Posted by: Editor on 7/3/2010
July 1, 2010 proved to be a very exciting day for all of us at HVH.  One of our favorite ball python genes has always been the clown gene.  We like the fact that it is both a color and a pattern variation, as well as the fact that many clowns tend to grow lighter in color as they age, as opposed to browning out like so many other ball python genetic mutations.  We also have become very interested in the desert gene, which we have found to stay very clean and bright well into adulthood.  Combining these genes has always been a goal of ours, so last summer when we had the opportunity to pick up a male desert 100% heterozygous for clown from Chad Brown and Robyn Markland at Pro Exotics, we jumped on the opportunity.

We have several regular deserts in our collection, but when Robyn sent us photos of the desert het clown it was clear from the pictures that just being heterozygous for clown was having a visible impact on the desert phenotype.  Compared with our other deserts, the desert 100% het clown had the same clean bright pattern but much richer reds and browns around the edges of the pattern. Below and to the right is a picture of the adult desert het clown today.  For those of you with deserts in your collection the difference should be clear.image 

Once we got this guy in our collection we wanted to pair him with a number of our adult females, which we did, but most of all we wanted to pair him with one of our adult reduced patterned female clowns.  We thought the ultra clean earth tones from the desert would combine quite well with the already rich yellows and browns of the clown, hopefully cleaning up and brightening the clown gene.  

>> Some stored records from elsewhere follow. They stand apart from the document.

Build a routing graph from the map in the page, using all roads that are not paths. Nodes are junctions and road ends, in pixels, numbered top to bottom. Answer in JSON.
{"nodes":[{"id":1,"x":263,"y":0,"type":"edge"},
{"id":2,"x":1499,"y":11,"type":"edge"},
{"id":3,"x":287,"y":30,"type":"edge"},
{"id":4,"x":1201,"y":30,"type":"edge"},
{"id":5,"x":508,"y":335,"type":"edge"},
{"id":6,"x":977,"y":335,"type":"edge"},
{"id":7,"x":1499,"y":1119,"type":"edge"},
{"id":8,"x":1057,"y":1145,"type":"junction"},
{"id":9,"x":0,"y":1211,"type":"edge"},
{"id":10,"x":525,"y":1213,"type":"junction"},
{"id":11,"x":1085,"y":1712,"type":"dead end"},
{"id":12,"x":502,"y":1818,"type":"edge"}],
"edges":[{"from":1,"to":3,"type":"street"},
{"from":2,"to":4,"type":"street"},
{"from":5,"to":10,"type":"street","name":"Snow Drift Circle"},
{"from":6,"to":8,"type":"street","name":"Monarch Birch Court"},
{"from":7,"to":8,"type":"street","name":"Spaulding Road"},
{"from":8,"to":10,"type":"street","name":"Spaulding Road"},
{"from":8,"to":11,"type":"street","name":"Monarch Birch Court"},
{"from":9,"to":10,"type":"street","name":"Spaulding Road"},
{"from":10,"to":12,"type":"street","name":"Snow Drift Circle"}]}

We went ahead and paired the desert het clown with one of our more reduced patterned adult female clowns.  In early May we got a clutch of 5 eggs and were hoping for the best.  One of those eggs went bad during incubation, but the other four hatched successfully on July 1.  To our delight, we were lucky enough to hit the odds and the first head out of the egg was the beautiful desert clown pictured below with two of his siblings.  Any time you successfully hatch a baby ball python the experience is both exciting and rewarding, but it's that much more so when the head that pops out is something you've never seen before! 

imageWe're not sure if we were the first to produce this beautiful combination - we haven't seen any others yet, though I'm sure Chad and Robyn at Pro Exotics will produce several this year.  Either way, the desert clown has met and exceeded all of our expectations out of the gate.  We've hatched several pastel clowns in the past, and all have been beautiful.  That being said, the desert clown blows every pastel clown we've produced out of the water in terms of the brightness and clarity of the color.  In fact, it reminds us more of the killer clown than the pastel clown, though we feel the color is even brighter and pattern even cleaner.  We were also very pleased to see the reduced pattern from our adult female clown carry down to her progeny!

We continue to produce pastel clowns with the hope of refining the color intensity and pattern variation through careful selective breeding, but we definitely see desert pastel clowns in our very near future!  The cleanliness the desert gene brings to its combinations is simply too good to ignore, and we expect to see the desert gene as an integral component of many of the best combinations in the future.  Below is one final shot of the little guy on his own.  Thank you very much for taking a look, and good luck to everyone with their projects!  And a big thanks to Chad and Robyn at Pro Exotics!!